The US can’t ‘wish Putin away.’ It's time to find common ground

  • Vladimir Putin basked in the glory of an electoral triumph this weekend, winning his fourth presidential term in office.
  • For the United States, another six years of Vladimir Putin in the Kremlin is certainly not the optimal outcome.
  • Relations between the U.S. and Russia are strained to breaking, but it's time to find ways to negotiate on shared interests.
Russian President Vladimir Putin speaks during a meeting with supporters at his campaign headquarters in Moscow, Russia March 18, 2018.
Yuri Kadobnov | POOL | Reuters
Russian President Vladimir Putin speaks during a meeting with supporters at his campaign headquarters in Moscow, Russia March 18, 2018.

Vladimir Putin basked in the glory of an electoral triumph this weekend, winning his fourth presidential term in office with more than 75 percent of the vote. The presidential election was over before it really began; Putin did not need to campaign, and neither did he have to concern himself with losing to one of his seven competitors. The bigger question is whether Putin will change the constitution and run for a fifth term in 2030.

For the United States, another six years of Vladimir Putin in the Kremlin is certainly not the optimal outcome. Bilateral U.S.-Russia relations are bottoming out, with both countries on opposing sides of many international disputes, from the civil war in Syria and the violence in Eastern Ukraine to the future of the North Atlantic Treaty Organization. Whenever Washington and Moscow appear to make minor movement toward consensus, the relationship is dealt yet another setback.

The unfortunate truth, however, is that the U.S. does not have the luxury of wishing Russia away.

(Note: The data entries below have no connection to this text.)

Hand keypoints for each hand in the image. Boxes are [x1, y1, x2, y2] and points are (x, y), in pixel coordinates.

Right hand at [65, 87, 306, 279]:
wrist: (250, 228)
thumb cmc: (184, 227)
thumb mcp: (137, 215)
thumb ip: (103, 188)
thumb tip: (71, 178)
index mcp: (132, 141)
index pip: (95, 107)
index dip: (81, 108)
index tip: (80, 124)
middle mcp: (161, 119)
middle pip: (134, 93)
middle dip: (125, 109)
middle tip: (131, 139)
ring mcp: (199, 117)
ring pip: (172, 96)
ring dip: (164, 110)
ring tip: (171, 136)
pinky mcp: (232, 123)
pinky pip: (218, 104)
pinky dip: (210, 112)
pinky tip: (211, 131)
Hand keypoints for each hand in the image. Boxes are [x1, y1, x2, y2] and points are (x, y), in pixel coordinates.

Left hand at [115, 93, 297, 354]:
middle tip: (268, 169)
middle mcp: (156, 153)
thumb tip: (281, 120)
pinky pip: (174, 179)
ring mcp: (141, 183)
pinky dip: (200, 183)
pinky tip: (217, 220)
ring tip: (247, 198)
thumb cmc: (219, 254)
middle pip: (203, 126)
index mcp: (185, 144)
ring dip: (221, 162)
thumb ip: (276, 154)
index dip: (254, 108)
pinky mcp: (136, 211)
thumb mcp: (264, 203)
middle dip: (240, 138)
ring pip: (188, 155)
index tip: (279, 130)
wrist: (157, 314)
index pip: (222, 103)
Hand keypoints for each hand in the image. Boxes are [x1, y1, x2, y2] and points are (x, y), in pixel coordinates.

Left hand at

The anti-Russia sentiment in Washington is at a fever pitch in large part to Moscow's information warfare campaign during the 2016 U.S. presidential election and Putin's obsession with restoring his country to great power status.

The feeling is mutual in Moscow, where U.S.-imposed regime change and democratization campaigns in the Middle East over the past 16 years—in addition to the enlargement of NATO to include countries on Russia's doorstep during the previous two decades—have convinced Putin's court that the U.S. is hardwired to humiliate and weaken Russia.

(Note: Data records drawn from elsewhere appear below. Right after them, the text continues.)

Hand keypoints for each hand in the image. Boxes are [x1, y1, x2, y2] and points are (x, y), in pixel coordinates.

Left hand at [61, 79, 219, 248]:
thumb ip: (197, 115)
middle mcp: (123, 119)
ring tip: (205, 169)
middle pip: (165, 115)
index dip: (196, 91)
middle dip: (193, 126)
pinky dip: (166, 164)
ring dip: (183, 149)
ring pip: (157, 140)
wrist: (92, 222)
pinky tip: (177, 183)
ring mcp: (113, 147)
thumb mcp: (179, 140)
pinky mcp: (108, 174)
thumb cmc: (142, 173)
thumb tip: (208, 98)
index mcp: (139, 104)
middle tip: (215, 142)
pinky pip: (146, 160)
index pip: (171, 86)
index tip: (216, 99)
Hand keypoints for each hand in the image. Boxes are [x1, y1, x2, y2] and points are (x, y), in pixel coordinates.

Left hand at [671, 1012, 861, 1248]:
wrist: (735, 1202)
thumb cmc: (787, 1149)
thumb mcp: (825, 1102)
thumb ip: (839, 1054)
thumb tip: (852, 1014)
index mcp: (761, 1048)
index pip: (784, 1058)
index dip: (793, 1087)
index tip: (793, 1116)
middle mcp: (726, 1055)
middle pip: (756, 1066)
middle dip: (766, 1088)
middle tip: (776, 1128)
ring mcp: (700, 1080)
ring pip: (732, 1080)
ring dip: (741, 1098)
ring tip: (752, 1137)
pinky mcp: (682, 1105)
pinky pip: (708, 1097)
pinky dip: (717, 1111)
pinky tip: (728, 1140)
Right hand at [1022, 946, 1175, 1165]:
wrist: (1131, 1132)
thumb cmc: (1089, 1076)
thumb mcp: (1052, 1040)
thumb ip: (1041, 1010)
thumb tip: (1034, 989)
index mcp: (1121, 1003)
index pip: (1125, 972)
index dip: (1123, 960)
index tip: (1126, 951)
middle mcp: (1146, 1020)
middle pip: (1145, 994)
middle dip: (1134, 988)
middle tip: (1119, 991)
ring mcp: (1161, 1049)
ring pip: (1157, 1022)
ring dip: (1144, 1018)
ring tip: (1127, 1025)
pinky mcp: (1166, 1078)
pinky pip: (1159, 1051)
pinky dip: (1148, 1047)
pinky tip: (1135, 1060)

"While there is no doubt whatsoever that relations between the U.S. and Russia are intensely adversarial at the moment, there are only two options: improve relations between the world's nuclear superpowers or make them worse."

Putin's re-election, however, can coincidentally serve as an opening for the Trump administration to explore whether there is any room for a negotiation with the Russians on issues of mutual concern.

As difficult as it is in today's climate to picture Washington and Moscow working together, both nations have legitimate, shared national security interests on which to collaborate. Although sitting down with the Russians for difficult conversations in search of points of agreement has become political poison inside the Beltway, good politics does not correlate to good statecraft and strategy.

While there is no doubt whatsoever that relations between the U.S. and Russia are intensely adversarial at the moment, there are only two options: improve relations between the world's nuclear superpowers or make them worse.

The fact that it would be hard to repair them even slightly or it would be treacherous in terms of domestic politics is not sufficient reason for the foreign policy establishment in Washington to avoid trying.

If the U.S. opposed dialogue with every adversarial nation throughout American history, conflicts would have lasted longer, more people would have died, and U.S. presidents like Richard Nixon and Ronald Reagan would not have been able to split the communist bloc or strike an agreement with Moscow to abolish an entire class of ballistic missiles.

Our foreign policy leaders today appear incapable of breaking through the false, political rhetoric warning of a renewed Cold War. According to that narrative, Washington and Moscow are inherently due for a great power clash in the future, so the only option available to the U.S. is to beat the Russians down before they do the same to us.

The reality of the situation, however, is more complicated than the "Cold War 2.0" headlines would suggest. Though Russia is still a formidable nuclear weapons power, the country is more of an instigator and a spoiler than the menacing superpower Beltway-based Russia hawks believe. The hysteria about all things Russia and Putin blinds us to how demographically vulnerable and economically fragile Moscow really is.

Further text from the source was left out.